VELON is an independent association with around 1500 individual members, who are professionally involved in (both pre- and in-service) teacher education in the Netherlands. VELON is primarily concerned with professional support for teacher educators and improving the quality of teacher education by for example:

Maintaining a professional standard and a professional register for teachers educators. Teacher educators can apply to be included in the professional register by passing a professional development process and peer-assessment.

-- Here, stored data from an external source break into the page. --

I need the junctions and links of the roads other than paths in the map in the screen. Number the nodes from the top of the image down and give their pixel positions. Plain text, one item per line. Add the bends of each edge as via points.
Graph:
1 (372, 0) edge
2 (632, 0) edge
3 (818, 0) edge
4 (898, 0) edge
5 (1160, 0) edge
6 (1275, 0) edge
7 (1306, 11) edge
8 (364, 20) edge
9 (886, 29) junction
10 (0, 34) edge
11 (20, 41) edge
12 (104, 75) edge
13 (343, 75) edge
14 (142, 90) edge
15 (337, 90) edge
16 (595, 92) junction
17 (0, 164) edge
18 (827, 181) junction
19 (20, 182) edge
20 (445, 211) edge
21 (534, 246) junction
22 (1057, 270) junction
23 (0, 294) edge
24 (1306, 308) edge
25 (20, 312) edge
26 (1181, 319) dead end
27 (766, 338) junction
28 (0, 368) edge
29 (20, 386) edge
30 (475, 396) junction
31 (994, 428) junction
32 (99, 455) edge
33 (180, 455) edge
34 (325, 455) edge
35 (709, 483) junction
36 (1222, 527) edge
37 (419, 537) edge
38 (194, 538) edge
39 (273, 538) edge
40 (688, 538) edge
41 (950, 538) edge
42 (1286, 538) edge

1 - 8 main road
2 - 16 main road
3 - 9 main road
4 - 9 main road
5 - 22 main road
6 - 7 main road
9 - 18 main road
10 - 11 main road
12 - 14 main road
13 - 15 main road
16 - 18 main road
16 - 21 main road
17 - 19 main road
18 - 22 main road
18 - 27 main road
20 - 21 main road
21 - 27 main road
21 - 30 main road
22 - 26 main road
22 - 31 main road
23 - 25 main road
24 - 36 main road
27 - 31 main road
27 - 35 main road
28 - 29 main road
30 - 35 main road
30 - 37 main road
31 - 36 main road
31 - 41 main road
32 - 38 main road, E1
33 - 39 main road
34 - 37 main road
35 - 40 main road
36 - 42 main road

Developing a knowledge base for teacher educators (in 2011) in close co-operation with the Free University of Amsterdam. This knowledge base can support (novice) teacher educators to develop their knowledge on the teaching and learning of (student) teachers

Learn more

Sub-national authorities

Sub-national authorities

Municipalities

There are 380 municipalities (local governments) in the Netherlands. Municipalities own school buildings and are responsible for their maintenance. They are also in charge of improving the quality of education in schools by making funding and assistance available at the local level. Municipalities monitor compliance with the Compulsory Education Act and collect information on student drop out. They also aim to informally influence local school policies. Under certain policies, such as the Local Education Agenda (Locale Educatieve Agenda, LEA), co-operation is mandated between municipalities and other levels of government.

 

School boards

School boards have become increasingly autonomous in the Netherlands since devolution in the 1980s. There are 1 115 school boards in primary education, 335 in secondary education and 66 in upper secondary senior vocational education, and more than half of these school boards in primary and secondary education is composed of only 1 school (OECD, 2015). School boards are responsible for the organisation of schools, including management of personnel and resources, organisation of instruction, and school self-evaluation and quality monitoring. School boards can be composed of volunteers such as parents, and/or of professional managers, and their composition varies widely across the Netherlands.

 

Education Council

The Education Council is an independent governmental advisory body composed of leading academics, administrators and other experts on education which provides advice to the Minister of Education, Sciences and Cultural Affairs, the Minister of Economy, parliament and municipalities on education policy, such as accommodation, policies regarding educationally disadvantaged pupils, foreign language education and school advisory services. It also operates as a think tank that provides analyses of current issues and formulates solutions to help develop new policy. Municipalities can call on the Education Council if they have a dispute with a school board that is directly or indirectly related to the constitutionally guaranteed freedom of education.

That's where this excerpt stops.